▶ _Prompt_:
In the entries below, find each line with the word "Treeview" and pull it out.

[Stored items]
★ ★ ★ ★

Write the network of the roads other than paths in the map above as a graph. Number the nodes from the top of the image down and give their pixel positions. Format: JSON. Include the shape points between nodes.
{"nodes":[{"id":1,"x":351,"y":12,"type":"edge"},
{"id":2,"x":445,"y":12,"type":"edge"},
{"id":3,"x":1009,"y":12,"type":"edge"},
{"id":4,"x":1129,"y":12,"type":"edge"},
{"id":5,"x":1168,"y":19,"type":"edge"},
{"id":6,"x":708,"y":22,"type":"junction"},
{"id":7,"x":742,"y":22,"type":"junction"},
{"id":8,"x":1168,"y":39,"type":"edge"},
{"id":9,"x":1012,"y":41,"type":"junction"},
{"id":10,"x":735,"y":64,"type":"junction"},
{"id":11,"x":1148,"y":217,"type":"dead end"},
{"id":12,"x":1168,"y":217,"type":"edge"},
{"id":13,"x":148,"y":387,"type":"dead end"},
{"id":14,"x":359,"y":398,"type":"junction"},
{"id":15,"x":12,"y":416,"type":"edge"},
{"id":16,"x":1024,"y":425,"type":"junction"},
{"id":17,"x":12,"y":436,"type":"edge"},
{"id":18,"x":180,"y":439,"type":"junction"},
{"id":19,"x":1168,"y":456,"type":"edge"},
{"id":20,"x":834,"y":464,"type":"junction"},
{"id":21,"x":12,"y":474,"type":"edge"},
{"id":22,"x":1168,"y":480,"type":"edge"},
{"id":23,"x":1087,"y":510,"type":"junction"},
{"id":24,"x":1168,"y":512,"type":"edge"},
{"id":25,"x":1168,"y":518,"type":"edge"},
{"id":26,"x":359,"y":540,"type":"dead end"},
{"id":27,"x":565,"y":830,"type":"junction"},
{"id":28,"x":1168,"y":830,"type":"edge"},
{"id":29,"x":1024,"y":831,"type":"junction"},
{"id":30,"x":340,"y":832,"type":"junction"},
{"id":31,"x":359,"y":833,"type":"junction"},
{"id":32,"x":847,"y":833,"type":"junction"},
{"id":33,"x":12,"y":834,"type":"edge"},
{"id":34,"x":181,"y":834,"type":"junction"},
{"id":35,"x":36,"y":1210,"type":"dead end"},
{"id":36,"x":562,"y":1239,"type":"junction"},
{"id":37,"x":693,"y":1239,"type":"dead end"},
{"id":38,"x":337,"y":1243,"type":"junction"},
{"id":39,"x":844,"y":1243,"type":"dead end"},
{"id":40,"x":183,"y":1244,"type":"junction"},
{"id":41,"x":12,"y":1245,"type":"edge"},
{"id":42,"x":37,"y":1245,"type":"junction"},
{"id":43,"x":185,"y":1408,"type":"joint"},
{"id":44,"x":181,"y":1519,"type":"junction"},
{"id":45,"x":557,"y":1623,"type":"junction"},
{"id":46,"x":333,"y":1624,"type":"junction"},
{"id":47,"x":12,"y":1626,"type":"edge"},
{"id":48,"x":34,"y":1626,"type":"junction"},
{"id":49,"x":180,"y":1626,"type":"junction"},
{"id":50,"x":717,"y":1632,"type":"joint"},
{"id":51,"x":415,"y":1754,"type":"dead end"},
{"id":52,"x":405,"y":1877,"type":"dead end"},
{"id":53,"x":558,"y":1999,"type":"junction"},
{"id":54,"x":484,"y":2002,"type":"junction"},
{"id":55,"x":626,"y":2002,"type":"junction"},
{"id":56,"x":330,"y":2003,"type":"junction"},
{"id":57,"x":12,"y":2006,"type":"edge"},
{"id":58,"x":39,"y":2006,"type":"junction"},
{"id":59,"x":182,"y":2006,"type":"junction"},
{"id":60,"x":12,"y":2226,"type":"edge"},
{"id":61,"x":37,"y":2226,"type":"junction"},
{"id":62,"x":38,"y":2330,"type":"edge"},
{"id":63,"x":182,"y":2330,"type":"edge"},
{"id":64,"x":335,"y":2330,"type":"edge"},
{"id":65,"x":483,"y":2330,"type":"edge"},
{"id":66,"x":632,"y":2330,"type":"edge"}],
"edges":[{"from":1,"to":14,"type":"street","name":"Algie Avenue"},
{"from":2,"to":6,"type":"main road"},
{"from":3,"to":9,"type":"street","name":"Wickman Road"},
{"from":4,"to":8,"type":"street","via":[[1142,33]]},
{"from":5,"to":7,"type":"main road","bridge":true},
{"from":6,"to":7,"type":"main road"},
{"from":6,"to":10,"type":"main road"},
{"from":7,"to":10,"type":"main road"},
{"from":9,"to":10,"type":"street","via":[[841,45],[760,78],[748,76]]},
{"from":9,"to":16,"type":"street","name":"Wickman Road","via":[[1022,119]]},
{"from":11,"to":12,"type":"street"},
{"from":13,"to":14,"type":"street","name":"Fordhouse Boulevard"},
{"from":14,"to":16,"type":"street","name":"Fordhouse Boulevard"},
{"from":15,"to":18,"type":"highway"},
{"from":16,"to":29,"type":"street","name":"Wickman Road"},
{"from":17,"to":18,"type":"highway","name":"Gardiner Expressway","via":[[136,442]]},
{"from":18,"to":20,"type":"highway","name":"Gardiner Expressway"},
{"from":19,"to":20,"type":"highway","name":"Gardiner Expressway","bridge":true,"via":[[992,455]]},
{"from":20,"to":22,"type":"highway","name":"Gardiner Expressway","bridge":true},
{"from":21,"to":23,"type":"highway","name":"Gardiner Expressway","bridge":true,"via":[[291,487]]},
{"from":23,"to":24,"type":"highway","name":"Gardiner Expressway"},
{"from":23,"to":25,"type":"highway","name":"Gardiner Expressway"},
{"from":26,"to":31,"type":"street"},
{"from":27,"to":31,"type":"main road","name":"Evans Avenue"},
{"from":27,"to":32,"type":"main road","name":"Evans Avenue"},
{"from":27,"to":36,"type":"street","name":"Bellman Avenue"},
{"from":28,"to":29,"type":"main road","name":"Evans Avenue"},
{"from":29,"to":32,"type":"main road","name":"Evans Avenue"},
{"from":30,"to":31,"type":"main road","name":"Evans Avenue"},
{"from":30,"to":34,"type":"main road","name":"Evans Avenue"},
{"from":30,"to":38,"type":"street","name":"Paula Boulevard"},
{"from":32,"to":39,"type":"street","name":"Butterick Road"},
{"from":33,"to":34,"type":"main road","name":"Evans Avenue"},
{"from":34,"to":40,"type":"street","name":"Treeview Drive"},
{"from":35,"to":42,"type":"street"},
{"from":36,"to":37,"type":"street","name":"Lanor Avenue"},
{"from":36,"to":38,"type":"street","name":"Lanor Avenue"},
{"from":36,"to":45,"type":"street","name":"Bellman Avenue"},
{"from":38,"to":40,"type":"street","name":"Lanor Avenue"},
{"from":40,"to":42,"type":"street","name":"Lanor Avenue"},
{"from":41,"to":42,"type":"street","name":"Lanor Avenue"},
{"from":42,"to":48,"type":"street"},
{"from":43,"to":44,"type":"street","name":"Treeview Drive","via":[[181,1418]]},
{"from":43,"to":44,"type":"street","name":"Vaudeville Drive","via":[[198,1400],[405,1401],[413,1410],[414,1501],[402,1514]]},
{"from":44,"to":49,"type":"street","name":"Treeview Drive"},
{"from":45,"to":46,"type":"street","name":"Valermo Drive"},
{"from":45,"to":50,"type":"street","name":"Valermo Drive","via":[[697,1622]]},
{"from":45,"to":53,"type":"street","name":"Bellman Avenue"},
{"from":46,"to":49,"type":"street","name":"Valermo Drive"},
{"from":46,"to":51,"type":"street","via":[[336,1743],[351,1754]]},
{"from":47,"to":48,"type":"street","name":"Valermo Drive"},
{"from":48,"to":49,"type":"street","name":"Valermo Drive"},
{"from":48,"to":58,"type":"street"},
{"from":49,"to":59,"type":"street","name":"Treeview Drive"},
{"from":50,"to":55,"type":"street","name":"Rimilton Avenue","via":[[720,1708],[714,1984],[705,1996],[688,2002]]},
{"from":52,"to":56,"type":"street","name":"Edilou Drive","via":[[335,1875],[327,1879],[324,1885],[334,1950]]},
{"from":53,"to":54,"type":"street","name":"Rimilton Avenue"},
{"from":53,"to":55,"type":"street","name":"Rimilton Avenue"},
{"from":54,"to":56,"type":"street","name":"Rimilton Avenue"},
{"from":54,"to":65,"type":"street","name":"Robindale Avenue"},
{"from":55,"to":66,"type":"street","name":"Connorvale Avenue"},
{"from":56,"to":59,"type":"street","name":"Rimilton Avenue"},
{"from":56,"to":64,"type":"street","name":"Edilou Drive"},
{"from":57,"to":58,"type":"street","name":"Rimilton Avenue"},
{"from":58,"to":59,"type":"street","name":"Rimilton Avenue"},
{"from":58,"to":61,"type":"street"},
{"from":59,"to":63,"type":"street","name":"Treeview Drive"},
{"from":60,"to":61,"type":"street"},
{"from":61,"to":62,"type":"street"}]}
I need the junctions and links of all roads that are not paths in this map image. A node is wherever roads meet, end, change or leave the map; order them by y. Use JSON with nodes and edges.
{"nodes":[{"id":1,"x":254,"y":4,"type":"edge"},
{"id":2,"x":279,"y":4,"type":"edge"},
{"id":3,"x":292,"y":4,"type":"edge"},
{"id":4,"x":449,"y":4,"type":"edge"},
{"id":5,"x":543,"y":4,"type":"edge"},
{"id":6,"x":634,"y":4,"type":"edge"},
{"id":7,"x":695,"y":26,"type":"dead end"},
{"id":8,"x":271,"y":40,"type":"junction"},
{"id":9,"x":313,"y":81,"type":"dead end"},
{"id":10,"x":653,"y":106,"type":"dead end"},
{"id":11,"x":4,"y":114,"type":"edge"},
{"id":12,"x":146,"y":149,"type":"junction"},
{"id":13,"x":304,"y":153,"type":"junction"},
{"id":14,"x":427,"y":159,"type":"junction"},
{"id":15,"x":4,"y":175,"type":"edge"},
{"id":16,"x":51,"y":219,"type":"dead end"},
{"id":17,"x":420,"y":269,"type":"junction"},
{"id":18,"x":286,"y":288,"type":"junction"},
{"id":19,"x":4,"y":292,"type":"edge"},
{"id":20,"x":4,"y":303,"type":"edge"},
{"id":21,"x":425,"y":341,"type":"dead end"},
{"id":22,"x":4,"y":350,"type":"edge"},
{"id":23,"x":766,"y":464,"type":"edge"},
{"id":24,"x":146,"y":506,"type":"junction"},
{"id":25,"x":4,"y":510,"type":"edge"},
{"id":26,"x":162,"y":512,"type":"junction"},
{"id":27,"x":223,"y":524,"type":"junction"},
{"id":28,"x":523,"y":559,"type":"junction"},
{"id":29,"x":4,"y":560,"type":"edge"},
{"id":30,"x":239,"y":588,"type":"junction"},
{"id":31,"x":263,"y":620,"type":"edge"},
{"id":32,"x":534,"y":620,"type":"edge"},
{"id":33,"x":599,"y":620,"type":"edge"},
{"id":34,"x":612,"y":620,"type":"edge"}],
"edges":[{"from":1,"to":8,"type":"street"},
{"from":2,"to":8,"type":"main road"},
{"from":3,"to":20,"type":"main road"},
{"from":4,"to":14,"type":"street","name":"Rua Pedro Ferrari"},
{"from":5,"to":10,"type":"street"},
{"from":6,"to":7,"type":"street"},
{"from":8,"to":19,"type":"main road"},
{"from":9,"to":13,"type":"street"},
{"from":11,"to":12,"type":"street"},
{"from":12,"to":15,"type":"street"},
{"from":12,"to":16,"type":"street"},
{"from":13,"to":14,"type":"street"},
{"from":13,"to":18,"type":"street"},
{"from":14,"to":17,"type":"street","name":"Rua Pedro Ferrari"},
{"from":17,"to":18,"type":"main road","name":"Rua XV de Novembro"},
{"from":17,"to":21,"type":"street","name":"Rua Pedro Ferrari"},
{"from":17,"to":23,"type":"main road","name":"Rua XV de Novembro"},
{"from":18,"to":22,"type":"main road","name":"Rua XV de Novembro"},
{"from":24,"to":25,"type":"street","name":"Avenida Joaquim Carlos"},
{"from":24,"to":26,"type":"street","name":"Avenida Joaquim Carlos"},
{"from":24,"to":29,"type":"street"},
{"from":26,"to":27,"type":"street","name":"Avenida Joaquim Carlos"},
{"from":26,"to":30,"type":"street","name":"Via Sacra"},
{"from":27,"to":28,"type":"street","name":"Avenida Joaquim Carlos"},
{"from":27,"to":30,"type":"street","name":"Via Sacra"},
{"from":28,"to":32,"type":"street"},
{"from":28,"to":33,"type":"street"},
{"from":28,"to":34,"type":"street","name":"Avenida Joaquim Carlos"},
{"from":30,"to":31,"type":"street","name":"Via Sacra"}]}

★ ★ ★ ★

▶ _Your solution_:
{"from":34,"to":40,"type":"street","name":"Treeview Drive"},
{"from":43,"to":44,"type":"street","name":"Treeview Drive","via":[[181,1418]]},
{"from":44,"to":49,"type":"street","name":"Treeview Drive"},
{"from":49,"to":59,"type":"street","name":"Treeview Drive"},
{"from":59,"to":63,"type":"street","name":"Treeview Drive"},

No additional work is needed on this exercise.